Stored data
• • • •

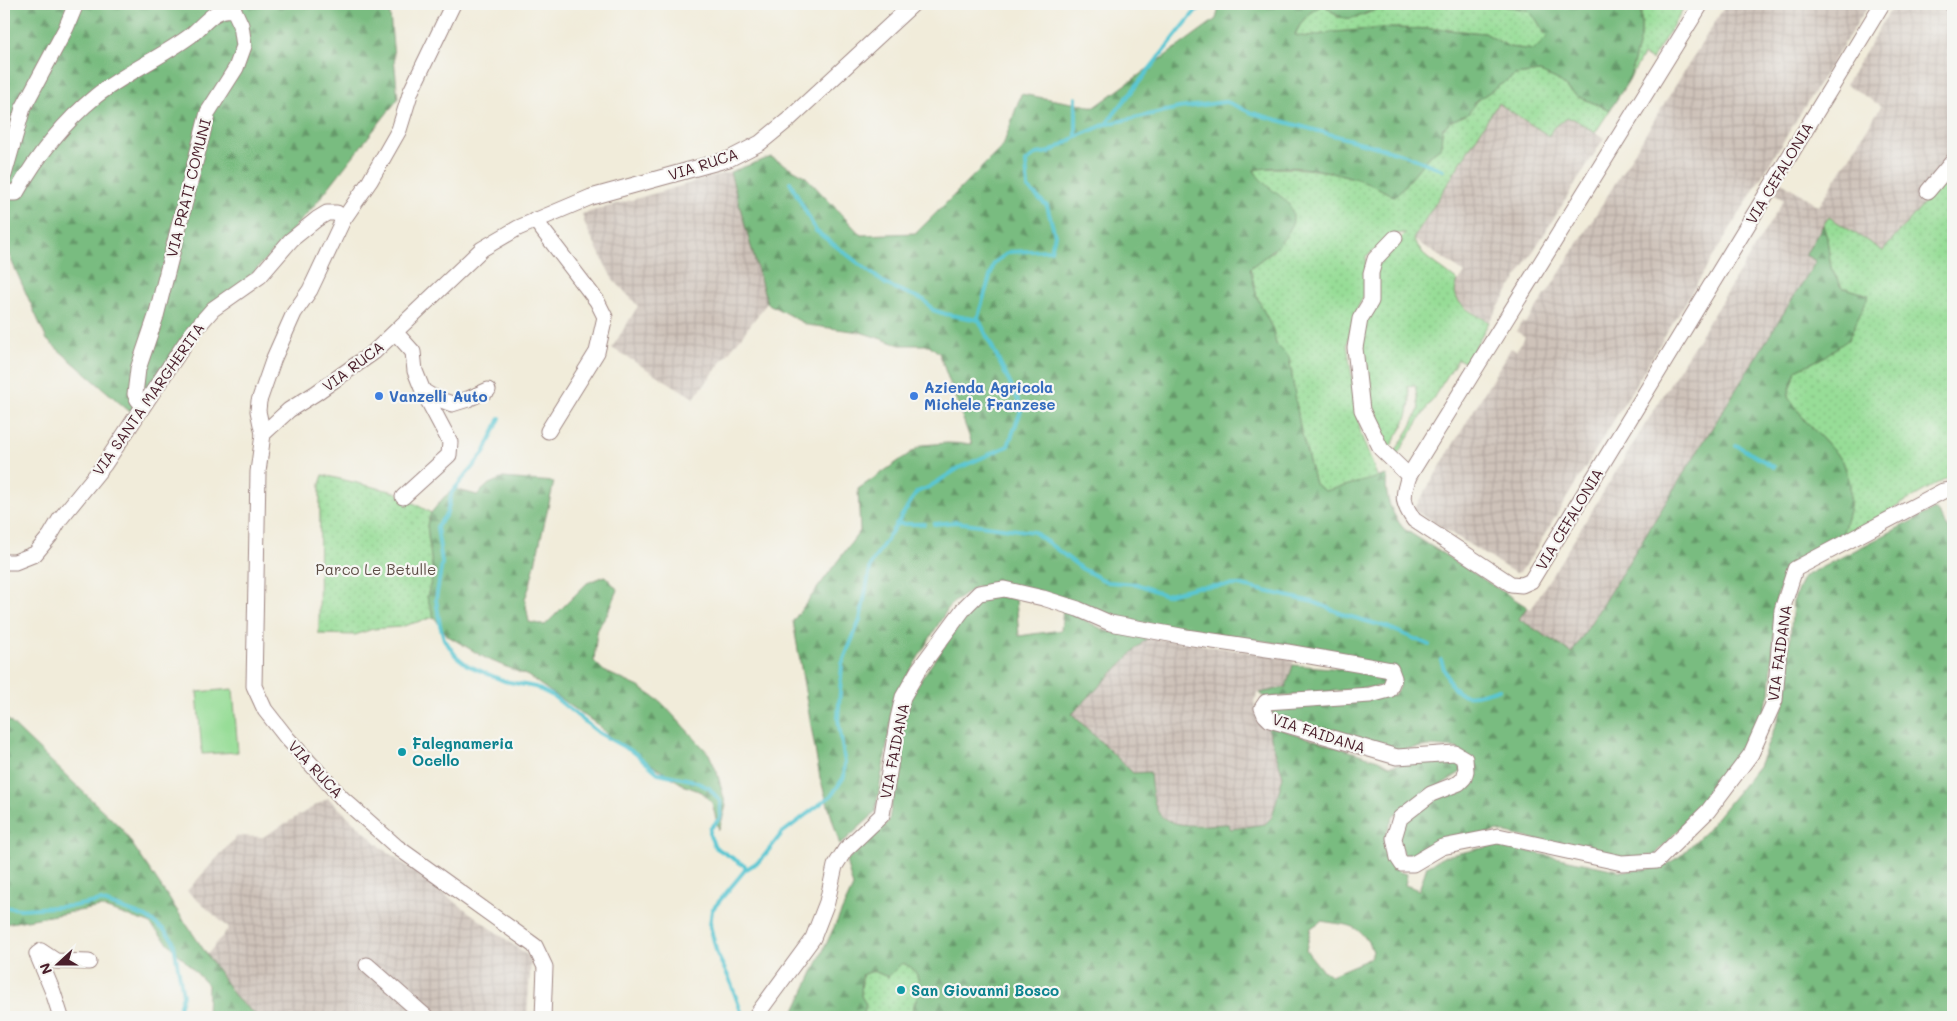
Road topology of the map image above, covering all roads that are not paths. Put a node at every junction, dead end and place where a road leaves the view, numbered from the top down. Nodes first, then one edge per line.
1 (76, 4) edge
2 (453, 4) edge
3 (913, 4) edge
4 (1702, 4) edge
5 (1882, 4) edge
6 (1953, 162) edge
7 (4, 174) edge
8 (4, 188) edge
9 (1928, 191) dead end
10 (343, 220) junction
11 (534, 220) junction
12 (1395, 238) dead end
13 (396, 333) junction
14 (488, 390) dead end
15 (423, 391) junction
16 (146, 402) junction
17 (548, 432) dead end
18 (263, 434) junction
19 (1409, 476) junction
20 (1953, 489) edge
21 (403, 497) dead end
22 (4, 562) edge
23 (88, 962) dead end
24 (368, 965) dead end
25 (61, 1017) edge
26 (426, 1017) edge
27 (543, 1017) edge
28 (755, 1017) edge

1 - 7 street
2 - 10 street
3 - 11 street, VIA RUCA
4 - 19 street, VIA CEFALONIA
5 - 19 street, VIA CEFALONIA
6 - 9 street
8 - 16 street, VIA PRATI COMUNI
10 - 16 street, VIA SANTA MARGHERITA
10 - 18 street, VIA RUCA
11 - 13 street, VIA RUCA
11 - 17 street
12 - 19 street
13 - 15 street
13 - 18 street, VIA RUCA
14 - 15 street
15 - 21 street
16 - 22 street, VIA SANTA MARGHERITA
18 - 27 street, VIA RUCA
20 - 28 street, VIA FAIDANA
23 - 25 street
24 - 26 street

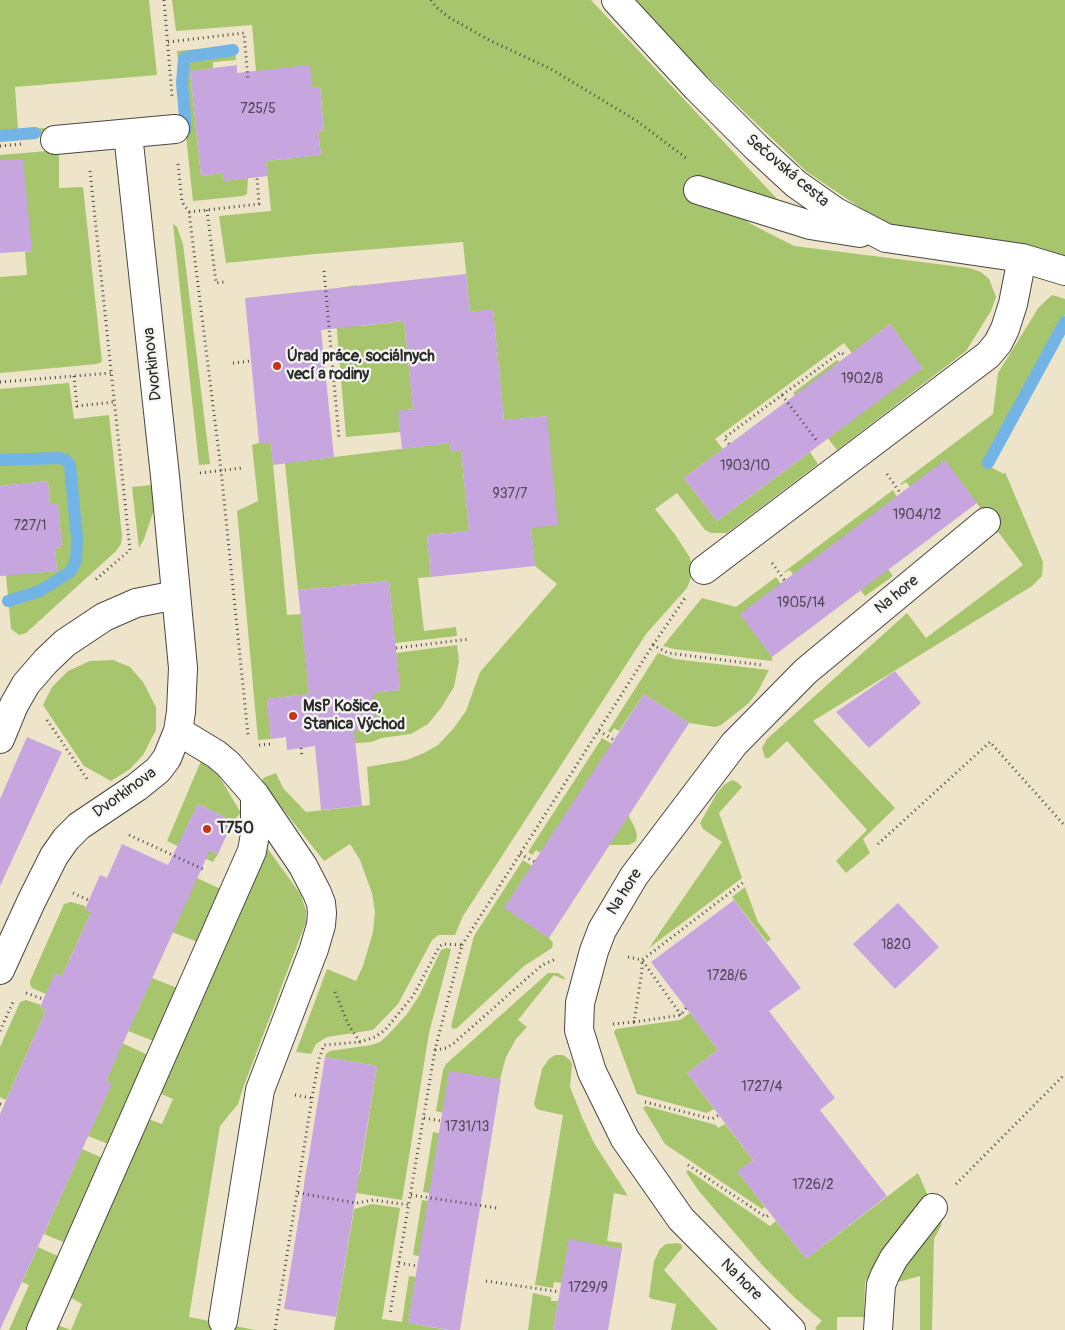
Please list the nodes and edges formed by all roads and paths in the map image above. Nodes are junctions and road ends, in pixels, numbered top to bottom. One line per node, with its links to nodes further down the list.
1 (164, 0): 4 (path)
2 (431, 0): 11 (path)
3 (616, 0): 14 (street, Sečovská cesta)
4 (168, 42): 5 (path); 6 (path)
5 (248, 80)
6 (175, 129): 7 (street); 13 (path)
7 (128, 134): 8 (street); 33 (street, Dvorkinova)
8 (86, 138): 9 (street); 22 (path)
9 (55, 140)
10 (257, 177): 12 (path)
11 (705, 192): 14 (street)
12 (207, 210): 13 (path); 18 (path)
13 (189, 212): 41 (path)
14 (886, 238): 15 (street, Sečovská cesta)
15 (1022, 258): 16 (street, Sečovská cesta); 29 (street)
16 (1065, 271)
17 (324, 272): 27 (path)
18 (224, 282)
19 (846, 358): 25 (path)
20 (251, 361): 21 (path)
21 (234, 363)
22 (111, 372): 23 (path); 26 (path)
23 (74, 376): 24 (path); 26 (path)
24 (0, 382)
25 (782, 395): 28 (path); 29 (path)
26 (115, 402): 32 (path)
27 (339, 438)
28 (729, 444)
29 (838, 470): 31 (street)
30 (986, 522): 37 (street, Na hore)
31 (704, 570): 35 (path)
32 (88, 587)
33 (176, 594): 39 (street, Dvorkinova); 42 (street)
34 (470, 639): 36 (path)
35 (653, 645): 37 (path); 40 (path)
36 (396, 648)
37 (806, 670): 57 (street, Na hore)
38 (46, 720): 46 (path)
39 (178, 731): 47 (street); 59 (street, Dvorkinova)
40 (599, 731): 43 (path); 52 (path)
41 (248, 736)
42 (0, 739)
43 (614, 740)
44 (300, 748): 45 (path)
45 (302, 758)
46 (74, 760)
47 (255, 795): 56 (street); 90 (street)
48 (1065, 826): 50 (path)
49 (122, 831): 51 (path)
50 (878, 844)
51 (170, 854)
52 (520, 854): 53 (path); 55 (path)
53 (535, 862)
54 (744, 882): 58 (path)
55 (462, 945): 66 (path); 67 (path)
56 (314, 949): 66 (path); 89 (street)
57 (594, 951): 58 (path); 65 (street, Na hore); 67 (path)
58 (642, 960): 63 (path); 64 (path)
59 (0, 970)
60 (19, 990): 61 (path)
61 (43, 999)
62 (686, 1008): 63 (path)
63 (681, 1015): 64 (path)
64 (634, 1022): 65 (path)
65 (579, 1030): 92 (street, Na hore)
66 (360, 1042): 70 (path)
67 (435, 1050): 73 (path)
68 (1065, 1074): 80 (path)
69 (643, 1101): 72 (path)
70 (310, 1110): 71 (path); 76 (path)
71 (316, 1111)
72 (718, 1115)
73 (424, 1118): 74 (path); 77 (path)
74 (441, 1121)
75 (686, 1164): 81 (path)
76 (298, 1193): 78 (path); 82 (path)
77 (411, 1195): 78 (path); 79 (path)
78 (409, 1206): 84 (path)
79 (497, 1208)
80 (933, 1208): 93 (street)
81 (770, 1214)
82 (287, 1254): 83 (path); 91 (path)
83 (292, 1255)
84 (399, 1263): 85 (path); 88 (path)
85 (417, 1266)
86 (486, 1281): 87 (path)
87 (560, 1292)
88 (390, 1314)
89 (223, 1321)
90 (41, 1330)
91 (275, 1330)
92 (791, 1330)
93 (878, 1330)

• • • •

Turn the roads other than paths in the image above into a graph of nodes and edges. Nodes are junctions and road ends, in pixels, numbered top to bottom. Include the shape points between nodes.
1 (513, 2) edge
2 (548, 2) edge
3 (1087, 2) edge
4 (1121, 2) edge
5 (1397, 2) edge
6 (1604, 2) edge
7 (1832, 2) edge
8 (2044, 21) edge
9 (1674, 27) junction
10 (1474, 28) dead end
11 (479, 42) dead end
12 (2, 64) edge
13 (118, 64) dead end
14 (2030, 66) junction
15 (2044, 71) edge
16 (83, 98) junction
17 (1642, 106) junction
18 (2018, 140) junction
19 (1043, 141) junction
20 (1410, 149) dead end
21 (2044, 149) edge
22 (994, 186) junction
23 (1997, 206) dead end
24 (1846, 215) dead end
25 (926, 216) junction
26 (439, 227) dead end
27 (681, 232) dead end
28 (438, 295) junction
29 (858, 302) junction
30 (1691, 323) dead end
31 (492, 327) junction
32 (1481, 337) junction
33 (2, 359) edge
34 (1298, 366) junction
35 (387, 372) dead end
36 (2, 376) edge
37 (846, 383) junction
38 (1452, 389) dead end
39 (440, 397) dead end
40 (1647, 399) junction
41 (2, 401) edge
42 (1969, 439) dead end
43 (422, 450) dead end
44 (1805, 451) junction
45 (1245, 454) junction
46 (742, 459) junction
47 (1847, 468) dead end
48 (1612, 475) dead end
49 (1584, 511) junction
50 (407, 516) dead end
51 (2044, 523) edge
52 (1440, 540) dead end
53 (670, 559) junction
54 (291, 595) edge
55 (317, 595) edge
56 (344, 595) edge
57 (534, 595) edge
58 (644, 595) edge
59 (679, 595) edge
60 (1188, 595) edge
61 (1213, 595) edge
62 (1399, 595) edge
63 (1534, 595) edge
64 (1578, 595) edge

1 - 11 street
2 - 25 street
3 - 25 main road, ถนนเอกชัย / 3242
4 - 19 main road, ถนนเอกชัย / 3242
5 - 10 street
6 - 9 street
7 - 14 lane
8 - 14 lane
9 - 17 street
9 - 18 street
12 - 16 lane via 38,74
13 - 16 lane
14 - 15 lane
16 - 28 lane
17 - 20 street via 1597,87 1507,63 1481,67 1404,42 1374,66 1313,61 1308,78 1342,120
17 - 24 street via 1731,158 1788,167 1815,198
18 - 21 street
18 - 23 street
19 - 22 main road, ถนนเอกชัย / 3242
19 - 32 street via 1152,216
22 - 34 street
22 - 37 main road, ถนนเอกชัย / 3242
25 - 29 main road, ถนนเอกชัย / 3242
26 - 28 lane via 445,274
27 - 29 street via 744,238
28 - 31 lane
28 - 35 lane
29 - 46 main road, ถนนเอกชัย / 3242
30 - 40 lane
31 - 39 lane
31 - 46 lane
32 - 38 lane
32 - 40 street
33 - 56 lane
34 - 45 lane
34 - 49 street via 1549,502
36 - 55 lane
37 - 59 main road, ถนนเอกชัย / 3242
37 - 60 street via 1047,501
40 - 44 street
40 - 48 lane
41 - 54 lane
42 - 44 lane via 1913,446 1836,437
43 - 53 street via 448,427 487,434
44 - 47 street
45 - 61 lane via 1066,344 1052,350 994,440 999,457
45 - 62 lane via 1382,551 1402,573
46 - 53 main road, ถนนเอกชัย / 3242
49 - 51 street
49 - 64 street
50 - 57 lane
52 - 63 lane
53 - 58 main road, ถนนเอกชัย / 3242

• • • •

Whenever a line in the entries above includes the word "SANTA", pull that line out.

SOLUTION BELOW
10 - 16 street, VIA SANTA MARGHERITA
16 - 22 street, VIA SANTA MARGHERITA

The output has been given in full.